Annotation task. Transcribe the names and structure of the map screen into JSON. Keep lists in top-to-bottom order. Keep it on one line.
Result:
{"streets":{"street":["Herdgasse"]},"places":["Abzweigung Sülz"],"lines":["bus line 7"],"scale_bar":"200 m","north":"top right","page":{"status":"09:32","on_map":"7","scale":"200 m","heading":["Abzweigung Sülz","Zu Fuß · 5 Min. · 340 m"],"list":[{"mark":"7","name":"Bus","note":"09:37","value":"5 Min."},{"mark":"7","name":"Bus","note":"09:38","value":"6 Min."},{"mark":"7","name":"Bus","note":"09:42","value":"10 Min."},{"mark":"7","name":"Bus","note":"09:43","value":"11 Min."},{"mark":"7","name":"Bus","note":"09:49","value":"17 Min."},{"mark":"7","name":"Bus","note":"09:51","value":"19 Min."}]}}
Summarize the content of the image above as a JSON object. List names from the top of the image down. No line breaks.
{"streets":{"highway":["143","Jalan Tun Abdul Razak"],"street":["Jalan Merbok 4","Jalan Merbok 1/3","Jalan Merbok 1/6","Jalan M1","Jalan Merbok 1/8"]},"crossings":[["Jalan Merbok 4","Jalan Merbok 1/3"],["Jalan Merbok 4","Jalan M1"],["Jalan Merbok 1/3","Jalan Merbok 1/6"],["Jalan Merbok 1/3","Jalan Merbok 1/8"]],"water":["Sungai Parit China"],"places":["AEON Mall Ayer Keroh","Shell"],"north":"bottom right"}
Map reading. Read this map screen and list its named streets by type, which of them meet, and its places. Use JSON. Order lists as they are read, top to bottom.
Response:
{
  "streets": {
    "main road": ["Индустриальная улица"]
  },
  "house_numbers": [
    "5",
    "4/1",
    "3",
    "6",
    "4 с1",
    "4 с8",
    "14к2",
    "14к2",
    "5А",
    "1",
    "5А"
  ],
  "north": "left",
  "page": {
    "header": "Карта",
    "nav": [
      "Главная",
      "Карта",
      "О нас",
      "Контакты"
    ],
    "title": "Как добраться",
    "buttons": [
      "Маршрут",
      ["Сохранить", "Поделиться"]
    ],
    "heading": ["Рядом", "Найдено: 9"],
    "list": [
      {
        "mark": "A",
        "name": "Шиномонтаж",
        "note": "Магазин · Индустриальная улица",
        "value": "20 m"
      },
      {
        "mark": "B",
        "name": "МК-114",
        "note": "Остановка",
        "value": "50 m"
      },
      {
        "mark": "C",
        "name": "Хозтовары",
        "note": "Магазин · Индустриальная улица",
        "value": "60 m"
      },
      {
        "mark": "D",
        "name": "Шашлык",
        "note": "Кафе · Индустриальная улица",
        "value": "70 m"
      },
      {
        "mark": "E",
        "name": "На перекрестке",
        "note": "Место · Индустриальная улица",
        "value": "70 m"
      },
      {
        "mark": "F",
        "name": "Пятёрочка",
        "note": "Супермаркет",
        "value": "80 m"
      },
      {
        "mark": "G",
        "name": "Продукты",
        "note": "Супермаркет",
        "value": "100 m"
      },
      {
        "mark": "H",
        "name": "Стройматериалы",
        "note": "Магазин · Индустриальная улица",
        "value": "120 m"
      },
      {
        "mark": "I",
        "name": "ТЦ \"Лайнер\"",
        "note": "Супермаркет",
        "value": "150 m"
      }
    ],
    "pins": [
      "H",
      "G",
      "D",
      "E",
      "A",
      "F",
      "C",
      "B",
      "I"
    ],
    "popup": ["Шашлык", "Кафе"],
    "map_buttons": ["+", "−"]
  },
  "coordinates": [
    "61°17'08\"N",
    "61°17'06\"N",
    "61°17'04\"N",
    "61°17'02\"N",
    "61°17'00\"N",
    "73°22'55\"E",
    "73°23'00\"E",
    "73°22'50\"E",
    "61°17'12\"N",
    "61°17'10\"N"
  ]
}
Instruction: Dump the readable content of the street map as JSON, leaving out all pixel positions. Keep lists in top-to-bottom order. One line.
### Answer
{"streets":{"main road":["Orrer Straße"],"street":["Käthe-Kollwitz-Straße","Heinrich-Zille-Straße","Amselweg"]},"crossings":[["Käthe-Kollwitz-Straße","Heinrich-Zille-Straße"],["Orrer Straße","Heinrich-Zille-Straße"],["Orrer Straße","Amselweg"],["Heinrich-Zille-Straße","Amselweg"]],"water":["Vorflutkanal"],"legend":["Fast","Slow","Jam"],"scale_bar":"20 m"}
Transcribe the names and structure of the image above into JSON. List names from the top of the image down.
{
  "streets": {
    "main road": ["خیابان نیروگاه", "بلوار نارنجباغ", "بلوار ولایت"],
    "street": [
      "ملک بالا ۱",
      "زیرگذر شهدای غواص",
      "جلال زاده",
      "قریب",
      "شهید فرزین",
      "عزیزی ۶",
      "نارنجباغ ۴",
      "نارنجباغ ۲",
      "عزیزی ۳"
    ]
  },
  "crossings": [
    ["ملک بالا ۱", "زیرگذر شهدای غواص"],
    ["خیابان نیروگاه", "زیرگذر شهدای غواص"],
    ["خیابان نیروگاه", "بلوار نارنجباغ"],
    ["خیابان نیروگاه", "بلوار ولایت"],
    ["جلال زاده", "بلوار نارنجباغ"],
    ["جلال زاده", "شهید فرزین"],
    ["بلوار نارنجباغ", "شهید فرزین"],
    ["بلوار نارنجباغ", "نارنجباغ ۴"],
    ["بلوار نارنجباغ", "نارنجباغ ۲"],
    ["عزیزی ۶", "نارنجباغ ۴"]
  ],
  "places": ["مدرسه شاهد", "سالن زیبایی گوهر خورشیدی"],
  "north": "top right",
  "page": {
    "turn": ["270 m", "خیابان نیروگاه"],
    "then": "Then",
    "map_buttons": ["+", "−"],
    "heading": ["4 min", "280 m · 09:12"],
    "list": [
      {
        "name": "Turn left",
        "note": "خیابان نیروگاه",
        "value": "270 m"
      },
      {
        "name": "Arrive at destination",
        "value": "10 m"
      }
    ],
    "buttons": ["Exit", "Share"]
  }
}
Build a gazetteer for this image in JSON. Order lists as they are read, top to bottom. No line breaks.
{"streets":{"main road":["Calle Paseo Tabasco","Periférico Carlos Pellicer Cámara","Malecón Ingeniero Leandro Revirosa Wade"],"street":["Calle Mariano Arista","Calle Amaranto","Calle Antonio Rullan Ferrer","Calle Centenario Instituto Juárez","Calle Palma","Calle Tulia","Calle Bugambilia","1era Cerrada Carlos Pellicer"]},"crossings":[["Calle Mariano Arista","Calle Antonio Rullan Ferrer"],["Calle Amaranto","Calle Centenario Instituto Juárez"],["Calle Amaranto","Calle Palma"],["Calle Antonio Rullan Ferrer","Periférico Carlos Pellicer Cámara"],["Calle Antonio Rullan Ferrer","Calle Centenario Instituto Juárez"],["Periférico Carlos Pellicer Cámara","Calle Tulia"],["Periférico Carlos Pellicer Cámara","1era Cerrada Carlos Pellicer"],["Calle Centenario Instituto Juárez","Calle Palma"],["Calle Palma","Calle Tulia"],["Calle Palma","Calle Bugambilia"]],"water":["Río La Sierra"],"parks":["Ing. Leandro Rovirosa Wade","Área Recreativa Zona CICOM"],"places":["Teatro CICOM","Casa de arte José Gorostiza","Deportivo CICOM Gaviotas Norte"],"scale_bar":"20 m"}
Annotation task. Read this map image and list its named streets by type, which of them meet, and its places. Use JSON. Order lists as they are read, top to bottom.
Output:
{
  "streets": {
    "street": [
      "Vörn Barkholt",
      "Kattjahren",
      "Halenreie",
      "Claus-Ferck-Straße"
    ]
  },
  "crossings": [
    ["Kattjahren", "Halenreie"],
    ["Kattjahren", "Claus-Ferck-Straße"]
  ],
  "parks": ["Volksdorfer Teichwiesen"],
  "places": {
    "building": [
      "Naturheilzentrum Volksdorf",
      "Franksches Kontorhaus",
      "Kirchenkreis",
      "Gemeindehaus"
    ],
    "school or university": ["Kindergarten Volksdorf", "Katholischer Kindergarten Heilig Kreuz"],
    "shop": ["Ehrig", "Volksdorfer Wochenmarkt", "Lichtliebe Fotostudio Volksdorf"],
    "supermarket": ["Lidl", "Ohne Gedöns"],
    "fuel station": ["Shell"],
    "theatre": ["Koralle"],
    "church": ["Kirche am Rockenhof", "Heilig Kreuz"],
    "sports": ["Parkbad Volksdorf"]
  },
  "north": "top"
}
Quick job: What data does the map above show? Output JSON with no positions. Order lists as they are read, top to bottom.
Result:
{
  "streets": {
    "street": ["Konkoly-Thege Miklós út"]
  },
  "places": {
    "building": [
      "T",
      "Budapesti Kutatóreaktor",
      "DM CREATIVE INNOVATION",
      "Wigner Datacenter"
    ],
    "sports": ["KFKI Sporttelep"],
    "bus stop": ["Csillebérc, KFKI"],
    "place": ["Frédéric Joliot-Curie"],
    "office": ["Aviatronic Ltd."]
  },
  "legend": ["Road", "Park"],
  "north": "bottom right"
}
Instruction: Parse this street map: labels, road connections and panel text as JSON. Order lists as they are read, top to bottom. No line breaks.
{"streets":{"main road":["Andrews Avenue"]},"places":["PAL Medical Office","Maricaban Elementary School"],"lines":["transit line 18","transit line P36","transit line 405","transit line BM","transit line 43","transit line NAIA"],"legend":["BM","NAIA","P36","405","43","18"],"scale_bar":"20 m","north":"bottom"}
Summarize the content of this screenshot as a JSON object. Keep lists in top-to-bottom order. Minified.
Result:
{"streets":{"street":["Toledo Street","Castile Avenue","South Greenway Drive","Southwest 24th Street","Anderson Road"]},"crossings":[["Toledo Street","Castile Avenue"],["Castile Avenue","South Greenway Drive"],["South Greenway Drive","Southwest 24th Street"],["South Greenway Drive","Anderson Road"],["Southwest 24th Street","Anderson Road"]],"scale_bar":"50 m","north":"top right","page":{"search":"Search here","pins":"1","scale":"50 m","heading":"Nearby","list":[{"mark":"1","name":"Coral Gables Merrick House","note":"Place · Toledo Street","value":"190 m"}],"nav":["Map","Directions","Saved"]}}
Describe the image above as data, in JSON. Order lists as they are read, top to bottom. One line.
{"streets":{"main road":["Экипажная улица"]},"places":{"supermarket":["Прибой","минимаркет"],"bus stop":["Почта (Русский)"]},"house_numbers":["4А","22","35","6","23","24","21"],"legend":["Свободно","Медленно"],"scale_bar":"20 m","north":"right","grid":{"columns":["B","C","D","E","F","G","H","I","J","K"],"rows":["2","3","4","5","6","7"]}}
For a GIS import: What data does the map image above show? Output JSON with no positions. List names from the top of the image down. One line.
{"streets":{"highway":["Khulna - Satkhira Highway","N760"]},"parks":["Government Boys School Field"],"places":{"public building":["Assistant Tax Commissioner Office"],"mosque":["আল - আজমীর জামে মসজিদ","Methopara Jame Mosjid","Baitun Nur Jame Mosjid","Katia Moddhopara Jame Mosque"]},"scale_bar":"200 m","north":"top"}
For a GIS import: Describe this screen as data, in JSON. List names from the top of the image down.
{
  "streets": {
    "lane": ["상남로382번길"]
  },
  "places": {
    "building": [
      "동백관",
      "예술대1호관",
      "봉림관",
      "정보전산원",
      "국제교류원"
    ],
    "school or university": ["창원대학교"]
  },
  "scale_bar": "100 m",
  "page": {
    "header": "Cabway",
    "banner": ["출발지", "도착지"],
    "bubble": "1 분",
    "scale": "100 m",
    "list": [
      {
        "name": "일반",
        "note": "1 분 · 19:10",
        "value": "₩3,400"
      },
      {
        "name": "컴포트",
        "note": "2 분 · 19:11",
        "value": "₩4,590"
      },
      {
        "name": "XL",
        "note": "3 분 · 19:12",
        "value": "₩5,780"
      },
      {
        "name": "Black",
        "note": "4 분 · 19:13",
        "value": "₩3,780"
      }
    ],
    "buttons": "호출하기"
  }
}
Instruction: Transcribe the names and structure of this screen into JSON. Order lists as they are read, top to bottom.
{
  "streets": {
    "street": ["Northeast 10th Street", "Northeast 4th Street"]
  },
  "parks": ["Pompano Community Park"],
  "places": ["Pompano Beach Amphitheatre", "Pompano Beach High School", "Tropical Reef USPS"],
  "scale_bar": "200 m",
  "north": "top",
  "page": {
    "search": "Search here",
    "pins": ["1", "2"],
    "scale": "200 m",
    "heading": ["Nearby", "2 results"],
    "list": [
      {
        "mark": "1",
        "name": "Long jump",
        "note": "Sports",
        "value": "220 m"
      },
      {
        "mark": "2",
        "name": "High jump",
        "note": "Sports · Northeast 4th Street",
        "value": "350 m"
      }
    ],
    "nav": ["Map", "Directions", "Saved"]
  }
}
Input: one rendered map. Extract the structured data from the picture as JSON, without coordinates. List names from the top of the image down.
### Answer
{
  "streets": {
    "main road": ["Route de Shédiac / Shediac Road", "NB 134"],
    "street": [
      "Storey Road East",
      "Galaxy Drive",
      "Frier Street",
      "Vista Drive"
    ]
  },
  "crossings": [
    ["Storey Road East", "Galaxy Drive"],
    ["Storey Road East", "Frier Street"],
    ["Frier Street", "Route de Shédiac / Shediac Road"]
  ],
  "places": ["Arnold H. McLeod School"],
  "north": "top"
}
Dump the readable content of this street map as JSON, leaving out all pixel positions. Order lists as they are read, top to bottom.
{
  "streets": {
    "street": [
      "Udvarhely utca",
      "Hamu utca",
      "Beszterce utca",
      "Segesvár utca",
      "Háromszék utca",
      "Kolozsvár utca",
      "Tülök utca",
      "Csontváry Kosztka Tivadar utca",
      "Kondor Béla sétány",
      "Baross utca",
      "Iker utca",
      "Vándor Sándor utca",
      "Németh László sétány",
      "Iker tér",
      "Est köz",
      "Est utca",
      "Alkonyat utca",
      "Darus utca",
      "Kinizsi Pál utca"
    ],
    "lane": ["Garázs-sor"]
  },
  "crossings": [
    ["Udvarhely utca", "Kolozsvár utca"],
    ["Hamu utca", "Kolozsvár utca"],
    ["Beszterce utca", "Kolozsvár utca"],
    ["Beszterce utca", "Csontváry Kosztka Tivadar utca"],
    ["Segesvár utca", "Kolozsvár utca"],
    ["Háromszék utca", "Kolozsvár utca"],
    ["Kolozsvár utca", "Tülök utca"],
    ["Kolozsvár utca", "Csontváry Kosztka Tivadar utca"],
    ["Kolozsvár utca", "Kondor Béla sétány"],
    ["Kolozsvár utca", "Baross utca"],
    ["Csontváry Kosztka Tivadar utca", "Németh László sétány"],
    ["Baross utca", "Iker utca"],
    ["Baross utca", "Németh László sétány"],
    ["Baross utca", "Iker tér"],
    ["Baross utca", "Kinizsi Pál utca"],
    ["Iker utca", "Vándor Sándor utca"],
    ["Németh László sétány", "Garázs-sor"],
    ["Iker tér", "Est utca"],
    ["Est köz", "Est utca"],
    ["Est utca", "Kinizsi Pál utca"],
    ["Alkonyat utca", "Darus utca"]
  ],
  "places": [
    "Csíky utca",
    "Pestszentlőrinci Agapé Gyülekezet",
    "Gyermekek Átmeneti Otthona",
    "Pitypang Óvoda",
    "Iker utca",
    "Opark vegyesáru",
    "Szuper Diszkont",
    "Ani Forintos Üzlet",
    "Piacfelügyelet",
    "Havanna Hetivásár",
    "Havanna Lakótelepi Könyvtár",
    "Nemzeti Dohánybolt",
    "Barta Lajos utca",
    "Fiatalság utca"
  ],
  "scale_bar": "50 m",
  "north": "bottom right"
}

# # # #

### YOUR TASK
Go through the data and count each line that has the word "Instruction", then give the total alone.

### ANSWER TO THIS PROBLEM
3